Why Shopify became the right market for us
Shopify is not just a storefront platform anymore. It has become a serious commerce operating system for SMBs, mid-market brands, and increasingly enterprise B2B teams.
Many companies now run direct-to-consumer, wholesale, and B2B commerce through Shopify or Shopify Plus. They use company accounts, catalogs, price lists, net terms, purchase orders, approval processes, apps, and integrations to manage increasingly complex commerce operations.
This market gave us something our earlier export-intelligence products did not have: a shared operating environment.
Shopify merchants may sell different products, but many of their workflows are structurally similar. They deal with pricing rules, customer eligibility, discount logic, approval workflows, quote requests, purchase orders, checkout limitations, ERP handoffs, and operational friction between sales and commerce teams.
That is a better foundation for building software. It is also a market where our team has a stronger unfair advantage. We have years of experience in software product development, Shopify apps, pricing and discount logic, B2B workflows, and commercial problem-solving. Instead of trying to serve every exporter in every industry, we can focus on a defined platform, a defined buyer segment, and a defined operational pain.
Why Shopify is our chosen platform
Read the deeper breakdown of why Shopify became the right market for TradeQuote AI and B2B quote-to-checkout.
See why ShopifyIntroducing TradeQuote AI
Our first focused product in this new direction is TradeQuote AI.
TradeQuote AI helps Shopify Plus B2B teams turn RFQs, approval rules, PO requirements, and negotiated pricing into checkout-ready orders with locked terms.
The problem we are studying is simple but painful. B2B sales often do not happen like standard e-commerce. A buyer may request a quote. A sales team may negotiate custom terms. A manager may need to approve pricing. The buyer may require a purchase order. The company may have specific payment terms. The final order may need to respect locked pricing, tax rules, shipping rules, and internal approval conditions.
In many Shopify B2B environments, these steps still happen partly outside the storefront, through email, spreadsheets, PDFs, manual draft orders, ERP notes, or back-and-forth communication between sales, finance, and operations.
TradeQuote AI is being designed to close that gap. The goal is not to replace Shopify. The goal is to help B2B teams use Shopify more effectively when the buying process is more complex than a normal online checkout.
Why this pivot matters
This is not a random change of direction. It is the result of several years of market learning.
We started with a broad trade-intelligence mission. We narrowed it into buyer discovery. We learned that lead validation was still too custom and consulting-heavy. We then looked for a market where trade, commerce, software, and repeatable workflows overlap. That led us to Shopify B2B.
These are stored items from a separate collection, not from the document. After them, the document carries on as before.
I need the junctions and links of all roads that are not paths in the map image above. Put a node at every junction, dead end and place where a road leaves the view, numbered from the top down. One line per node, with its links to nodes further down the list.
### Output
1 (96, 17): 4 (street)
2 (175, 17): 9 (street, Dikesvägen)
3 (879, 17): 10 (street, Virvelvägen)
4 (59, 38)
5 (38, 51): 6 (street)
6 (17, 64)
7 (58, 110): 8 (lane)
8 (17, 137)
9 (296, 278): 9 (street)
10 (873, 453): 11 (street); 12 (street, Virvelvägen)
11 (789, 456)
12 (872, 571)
The mission is still connected to our original purpose: helping businesses trade more effectively. But the product strategy has become sharper.
Instead of helping any exporter answer any market question, we are now focusing on a specific segment: Shopify Plus B2B teams that need better quote-to-checkout automation. That focus gives us a better chance to build something repeatable, valuable, and scalable.

What comes next
TradeQuote AI is currently in validation. We are speaking with Shopify Plus merchants, B2B operators, agencies, and commerce teams to understand where RFQs, approvals, negotiated pricing, purchase orders, and checkout handoff break down.
We are especially interested in teams that already use Shopify for B2B or wholesale, but still depend on manual quote workflows outside the platform.
Our next step is not to build a large product in isolation. Our next step is to validate the workflow with real teams, identify the highest-friction use cases, and build the smallest reliable product that solves a painful operational problem.
J Trade Help is evolving. The original insight remains the same: businesses need better systems to trade, sell, and grow. The market focus is now clearer. The platform is Shopify. The problem is B2B quote-to-checkout friction. The product is TradeQuote AI.